El hecho denunciado ocurrió en abril de 2023, durante un torneo regional en Guaymallén. Según la denuncia, una adolescente de 16 años fue sometida a prácticas humillantes y de connotación sexual en los baños del club. La víctima relató que se sintió presionada y vulnerada, en un contexto donde las jugadoras de Primera División ejercían una clara asimetría de poder.
En 2024, la fiscal Mercedes Moya había decidido archivar la causa al considerar que no existían pruebas suficientes para configurar un delito. Sin embargo, en febrero de 2026, la Procuración General revocó esa decisión y ordenó que se imputara a seis jugadoras. Poco después, la Fiscalía de Delitos Contra la Integridad Sexual amplió el alcance y señaló que nueve deportistas están a un paso de ser formalmente acusadas.
La calificación legal definida es abuso sexual simple agravado por la participación de dos o más personas. Los fiscales sostienen que las prácticas denunciadas no pueden ser consideradas un simple “rito de bienvenida”, ya que incluyeron actos de carácter sexual y presión sobre una menor de edad, lo que invalida cualquier consentimiento.
El caso generó un fuerte impacto en el ámbito deportivo mendocino. El Club Alemán quedó en el centro de la polémica, cuestionado por permitir este tipo de prácticas en su disciplina y por la falta de controles internos. La institución, no obstante, presentó la denuncia penal y se puso a disposición de la Justicia para esclarecer lo ocurrido.
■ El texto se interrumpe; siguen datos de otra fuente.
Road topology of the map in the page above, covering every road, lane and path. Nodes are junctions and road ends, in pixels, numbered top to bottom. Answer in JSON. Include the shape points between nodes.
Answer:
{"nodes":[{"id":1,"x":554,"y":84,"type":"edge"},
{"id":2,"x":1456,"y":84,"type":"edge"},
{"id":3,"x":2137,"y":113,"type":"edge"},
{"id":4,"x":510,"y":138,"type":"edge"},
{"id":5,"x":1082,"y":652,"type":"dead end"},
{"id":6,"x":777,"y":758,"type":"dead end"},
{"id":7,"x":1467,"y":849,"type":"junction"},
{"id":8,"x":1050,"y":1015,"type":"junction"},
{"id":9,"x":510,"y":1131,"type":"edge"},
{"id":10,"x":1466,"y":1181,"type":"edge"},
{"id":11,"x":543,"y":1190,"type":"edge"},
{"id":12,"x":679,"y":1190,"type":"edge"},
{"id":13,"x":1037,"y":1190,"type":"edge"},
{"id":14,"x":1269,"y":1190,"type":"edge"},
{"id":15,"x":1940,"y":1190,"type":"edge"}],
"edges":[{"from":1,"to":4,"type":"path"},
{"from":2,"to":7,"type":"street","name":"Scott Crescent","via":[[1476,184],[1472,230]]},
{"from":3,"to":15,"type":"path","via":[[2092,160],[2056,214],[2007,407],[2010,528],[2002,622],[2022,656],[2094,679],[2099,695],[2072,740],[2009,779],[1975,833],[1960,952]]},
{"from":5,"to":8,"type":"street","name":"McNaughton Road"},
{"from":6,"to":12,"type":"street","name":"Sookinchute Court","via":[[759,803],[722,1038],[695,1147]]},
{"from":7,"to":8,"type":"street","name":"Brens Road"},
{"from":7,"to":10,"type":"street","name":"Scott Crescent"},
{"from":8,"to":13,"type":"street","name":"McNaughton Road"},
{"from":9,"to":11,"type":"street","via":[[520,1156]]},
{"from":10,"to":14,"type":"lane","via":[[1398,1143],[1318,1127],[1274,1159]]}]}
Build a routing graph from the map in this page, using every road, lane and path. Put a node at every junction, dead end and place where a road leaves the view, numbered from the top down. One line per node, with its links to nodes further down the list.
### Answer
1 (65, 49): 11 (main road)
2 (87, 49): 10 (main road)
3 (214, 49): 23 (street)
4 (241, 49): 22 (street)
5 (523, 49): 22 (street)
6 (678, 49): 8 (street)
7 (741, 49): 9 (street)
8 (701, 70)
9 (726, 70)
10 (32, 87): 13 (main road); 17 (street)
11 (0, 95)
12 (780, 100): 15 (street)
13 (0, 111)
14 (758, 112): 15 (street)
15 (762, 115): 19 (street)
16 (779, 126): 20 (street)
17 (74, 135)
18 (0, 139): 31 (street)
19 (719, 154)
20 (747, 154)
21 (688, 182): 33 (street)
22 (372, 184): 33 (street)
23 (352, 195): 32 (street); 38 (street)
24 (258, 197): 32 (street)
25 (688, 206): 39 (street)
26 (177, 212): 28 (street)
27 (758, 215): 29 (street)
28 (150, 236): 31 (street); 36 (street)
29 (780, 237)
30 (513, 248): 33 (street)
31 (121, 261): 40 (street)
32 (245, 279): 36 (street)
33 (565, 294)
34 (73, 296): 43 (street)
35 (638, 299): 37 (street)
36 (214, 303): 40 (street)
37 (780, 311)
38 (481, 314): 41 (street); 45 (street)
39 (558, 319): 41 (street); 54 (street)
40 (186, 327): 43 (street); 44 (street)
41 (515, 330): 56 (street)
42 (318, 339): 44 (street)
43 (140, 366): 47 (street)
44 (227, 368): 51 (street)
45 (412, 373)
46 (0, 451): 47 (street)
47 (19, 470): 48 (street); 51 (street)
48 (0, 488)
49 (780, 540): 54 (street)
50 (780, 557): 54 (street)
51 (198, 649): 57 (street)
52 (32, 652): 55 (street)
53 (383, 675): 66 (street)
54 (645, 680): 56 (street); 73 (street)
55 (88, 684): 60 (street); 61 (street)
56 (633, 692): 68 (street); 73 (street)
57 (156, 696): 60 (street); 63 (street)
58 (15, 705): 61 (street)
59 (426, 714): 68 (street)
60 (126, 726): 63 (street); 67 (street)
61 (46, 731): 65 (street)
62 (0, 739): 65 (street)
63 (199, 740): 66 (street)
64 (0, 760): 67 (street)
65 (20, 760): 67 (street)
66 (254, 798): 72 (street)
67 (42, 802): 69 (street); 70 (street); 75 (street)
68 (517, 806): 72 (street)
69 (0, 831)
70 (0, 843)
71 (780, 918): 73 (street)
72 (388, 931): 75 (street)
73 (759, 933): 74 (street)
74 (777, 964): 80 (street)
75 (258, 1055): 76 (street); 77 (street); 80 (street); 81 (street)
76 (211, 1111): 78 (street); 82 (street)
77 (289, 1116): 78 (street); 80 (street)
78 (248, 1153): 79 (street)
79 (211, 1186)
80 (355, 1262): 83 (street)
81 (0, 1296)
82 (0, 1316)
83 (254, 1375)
La víctima, que hoy es mayor de edad, continúa siendo acompañada por profesionales y por su entorno familiar. Su testimonio fue clave para que la Procuración General decidiera reabrir la causa y avanzar con nuevas medidas judiciales. La investigación también incluye registros audiovisuales que habrían sido realizados durante el episodio, pese a la negativa de las adolescentes involucradas.
El caso
En 2023, una jugadora de 16 años denunció ante la Justicia haber sido sometida a un supuesto “rito de iniciación” para ingresar a la Primera División con prácticas de connotación sexual. Según su testimonio, la capitana de la Primera convocó a las menores al baño de la institución y allí comenzaron las órdenes. La joven relató: “Yo estaba muy incómoda con la situación. Me sentí vulnerable, humillada, y sentí tanto miedo de que reaccionaran mal si les decía que me quería ir, que no podía hablar”.
La denuncia describe que las adolescentes fueron obligadas a desnudarse parcialmente, cubrirse el torso con hojas y papeles, y vendarse los ojos con toallitas femeninas. Una de las consignas fue: “Ponete en cuatro patas y mordé este hueso; sos un perro”, mientras se hacían comentarios de índole sexual.
La joven también señaló que, pese a advertir que tenía alergia, “me frotaban ají picante en los labios, yo les decía varias veces que no lo hicieran, pero la maniobra siguió a pesar de mi llanto”. Además, se les introdujeron alimentos como salchichas y morcillas en situaciones que describió como invasivas y degradantes.
El testimonio agrega que fueron obligadas a ingerir una sustancia que parecía yogur en mal estado, se les arrojó un profiláctico con una sustancia blanca y se les decoloró el vello corporal, lo que les provocó ardor y quemaduras. La denunciante recordó: “Yo moví la morcilla porque me daba asco que tocara mis genitales y ella me decía que no lo hiciera”. También afirmó que, cuando las mandaro a bañar quedó desnuda de la cintura hacia arriba y pidió que dejaran de filmar, pero las grabaciones continuaron. Al día siguiente, el episodio comenzó a comentarse en la institución y los videos empezaron a circular, lo que dio inicio a la causa judicial que hoy sigue en curso.